10. The Ministry of Home Affairs shall assume the prime responsibility for, and coordinate with relevant ministries and sectors in, modifying according to its competence, or promptly proposing modification of, regulations and policies on HIV/AIDS prevention and control to suit the situation of HIV/AIDS prevention and control in each period.

11. Vietnam Television, the Radio Voice of Vietnam and Vietnam News Agency shall, within the ambit of their functions and tasks, coordinate with relevant agencies in regularly including HIV/AIDS prevention and control information in information and communication programs; and make proper investment in improving the quality, contents and increasing the time volumes of HIV/AIDS prevention and control programs.

12. Vietnam Social Security shall study and propose the Ministry of Health to formulate or modify regulations and policies on health insurance and implementation solutions with a view to encouraging HIV-infected people to buy health insurance.

13. Other ministries and sectors as the members of the National Committee on AIDS, Drug and Prostitution Prevention and Control and government-attached agencies shall take the initiative in devising and implementing HIV/ AIDS prevention and control plans within the ambit of their functions and tasks and according to the characteristics of their sectors or units; and properly allocate state budget funds for HIV/AIDS prevention and control.

Vietnam Fatherland Front, socio­-political organizations and socio-professional organizations shall, within the ambit of their functions and tasks and operation scope, actively participate in implementing this strategy; coordinate with the Ministry of Health and other relevant ministries and sectors in building capacity and supporting HIV/AIDS prevention and control activities of social organizations and non-governmental organizations participating in HIV/AIDS prevention and control.

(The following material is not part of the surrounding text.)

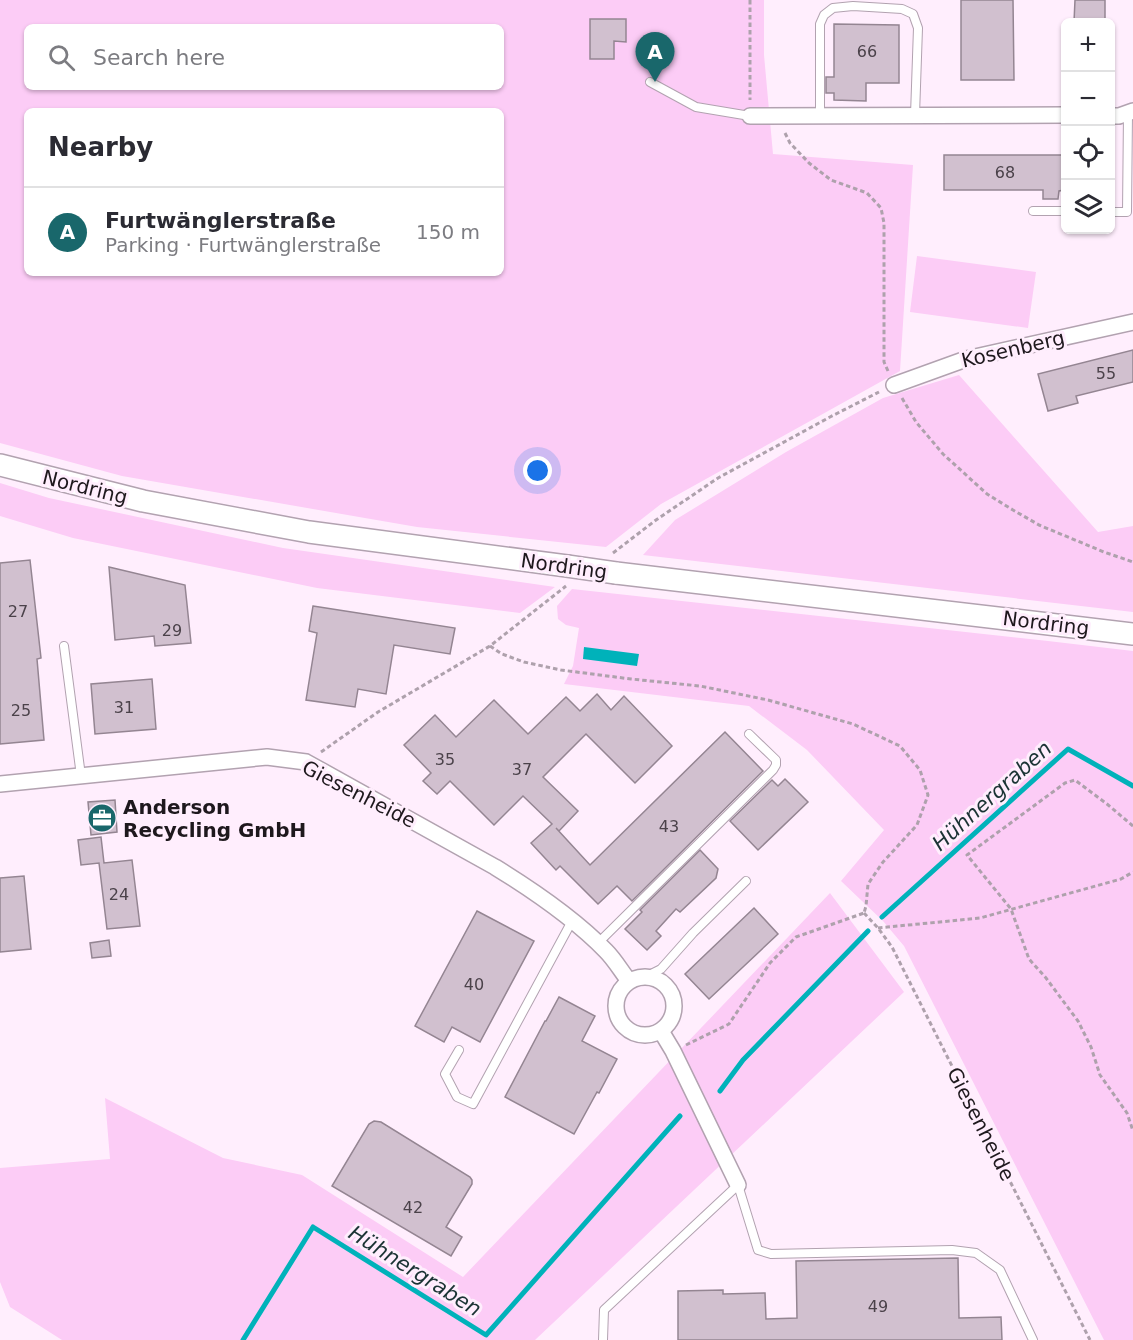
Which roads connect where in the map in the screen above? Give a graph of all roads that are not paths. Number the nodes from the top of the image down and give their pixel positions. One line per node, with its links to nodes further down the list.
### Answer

15. Provincial-level People s Committees shall direct and organize implementation of tasks, solutions and projects for the implementation of the strategy in their provinces or cities; identify HIV/AIDS prevention and control goals in their socio­economic development plans, In addition to central budget allocations, localities shall take the initiative in reserving local budget allocations, human resources and physical foundations for the HIV/AIDS prevention and control program. Provincial-level People s Committees shall direct local agencies and organizations to closely coordinate with one another in regularly, comprehensively and effectively implementing harm reduction intervention measures to prevent HIV infection; and provide proper care, treatment and support for HIV-infected people.